Lee Teitel, lecturer on education at HGSE, spoke about his work as faculty director of Reimagining Integration: The Diverse and Equitable Schools Project (RIDES) at HGSE, which focuses on providing tools and resources to increase integration in schools. “Desegregation often means you have the bodies in the building,” Teitel noted. “But real integration comes when different kinds of people are truly interacting with and learning from one another.”
At the federal level, much of the education discussion under DeVos has so far focused on school choice, including vouchers and charter schools. Paul Peterson, the Henry Lee Shattuck Professor of Government, and Marty West, associate professor of education, discussed the implications of increased options for school choice and the pressures that may create for districts whose public schools depend on per-pupil funding. The two are co-editors of Education Next, a journal produced through the Program on Education Policy and Governance at HKS.
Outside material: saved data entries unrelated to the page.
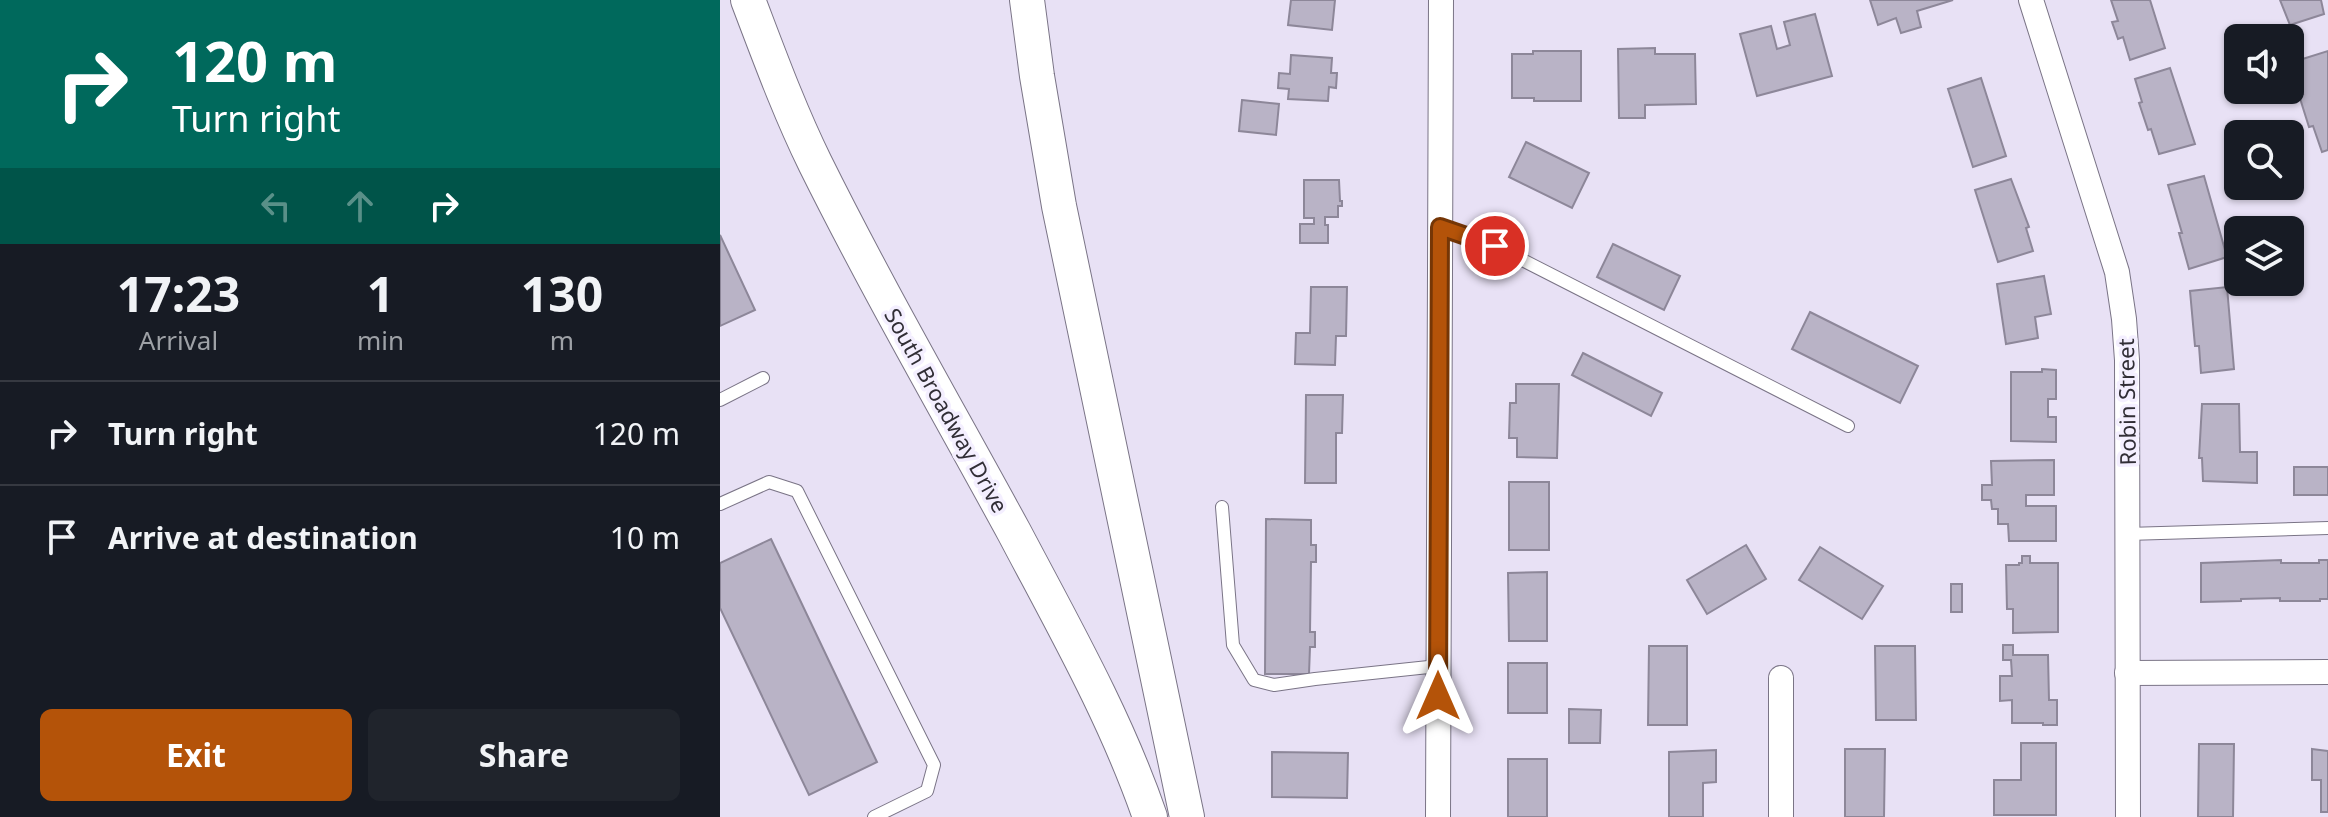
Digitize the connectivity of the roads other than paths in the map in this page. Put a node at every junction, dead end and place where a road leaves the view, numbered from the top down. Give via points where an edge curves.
1 (748, 0) edge
2 (1027, 0) edge
3 (1441, 0) edge
4 (2031, 0) edge
5 (1440, 227) junction
6 (763, 378) dead end
7 (720, 400) edge
8 (1848, 426) dead end
9 (720, 504) edge
10 (1222, 507) dead end
11 (2328, 528) edge
12 (2127, 534) junction
13 (1438, 666) junction
14 (2328, 672) edge
15 (2127, 673) junction
16 (1781, 678) dead end
17 (874, 817) edge
18 (1150, 817) edge
19 (1187, 817) edge
20 (1438, 817) edge
21 (1781, 817) edge
22 (2128, 817) edge

1 - 18 main road, South Broadway Drive via 814,161 1052,604 1113,724
2 - 19 main road via 1059,206
3 - 5 street
4 - 12 street, Robin Street via 2117,272 2127,360
5 - 8 lane via 1495,246
5 - 13 street
6 - 7 lane
9 - 17 lane via 769,482 797,491 934,765 927,791
10 - 13 lane via 1233,645 1254,680 1274,685
11 - 12 lane
12 - 15 street, Robin Street
13 - 20 street
14 - 15 street
15 - 22 street, Robin Street
16 - 21 street

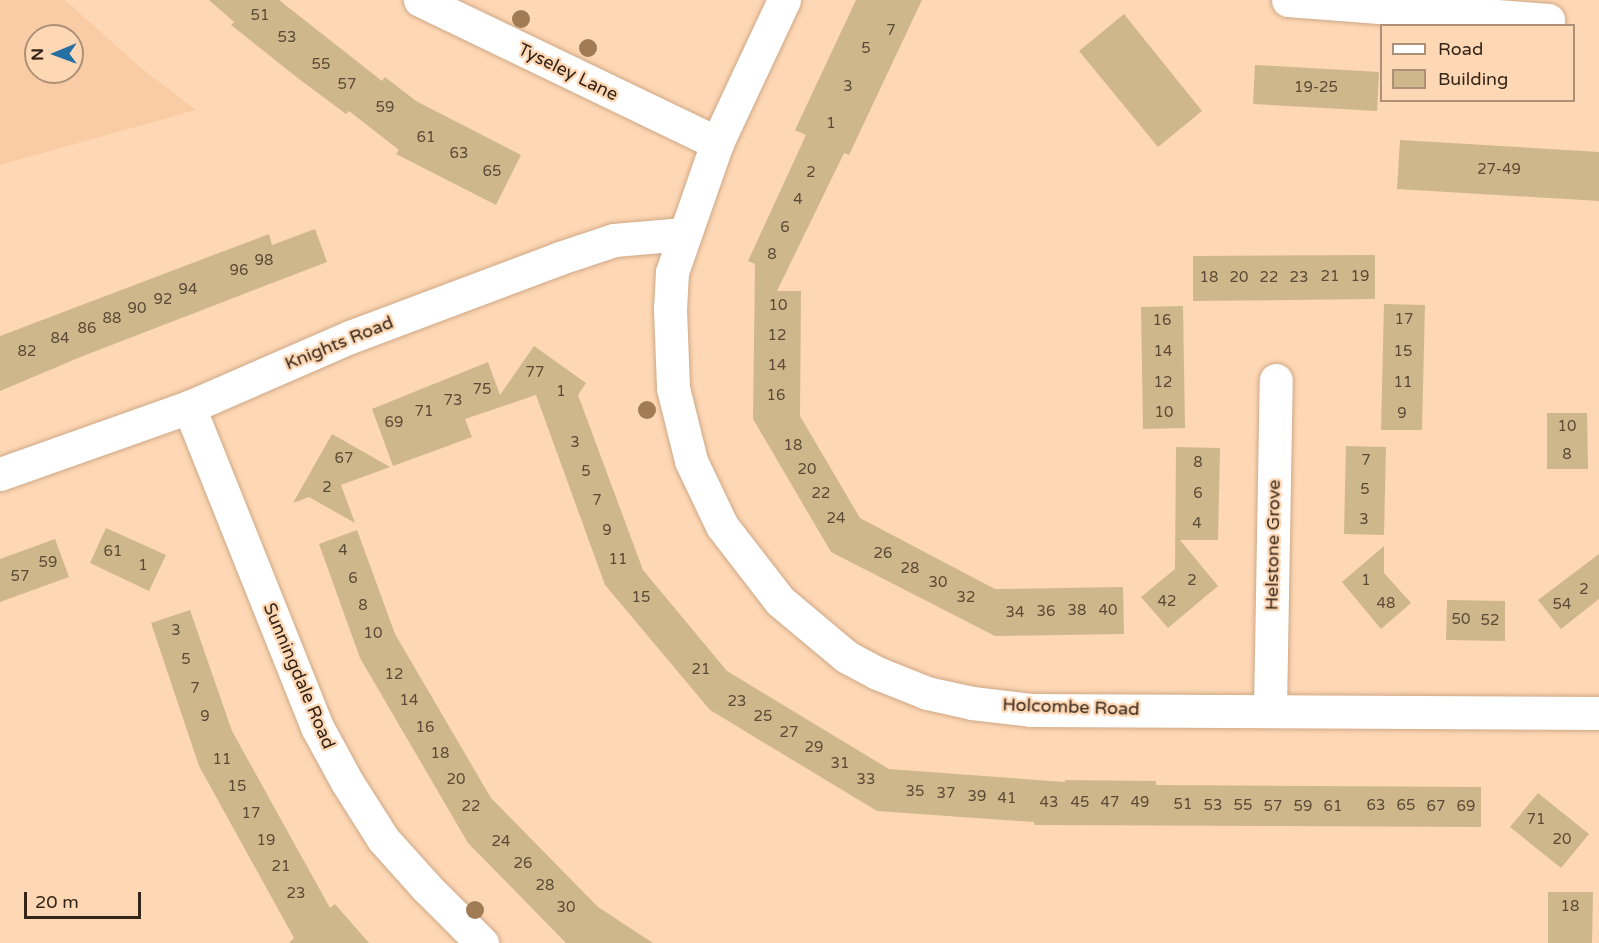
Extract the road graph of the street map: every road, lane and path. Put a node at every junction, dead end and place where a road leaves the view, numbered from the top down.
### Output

Later in the day, attendees participated in a case study session, working in two groups facilitated by Levinson and by Nancy Hill, the Charles Bigelow Professor of Education at HGSE. The interactive format allowed participants to discuss the nuances of two sensitive issues: school choice in various forms (Hill) and the boundaries of hate speech, freedom of speech and a chance to teach children about participating in democracy (Levinson).
The conference wrapped up with a faculty panel facilitated by Deborah Jewell-Sherman, professor of practice at HGSE. Participants asked faculty members and other panelists about their teaching and research, in light of current fraught political realities in the U.S. Jewell-Sherman spoke about the need to be proactive rather than reactive: “How can we effect change in our field, rather than change happening to us?” she asked.
Her colleagues had varying answers, but one common theme emerged: it’s a long project.
“I think one of the keys is providing hope in the possible,” Jewell-Sherman said. “That’s what I tell my HGSE students.”
Hill agreed. “I believe public education can be saved because I have to believe it,” she said. “Our democracy depends on public education. It is a common good.”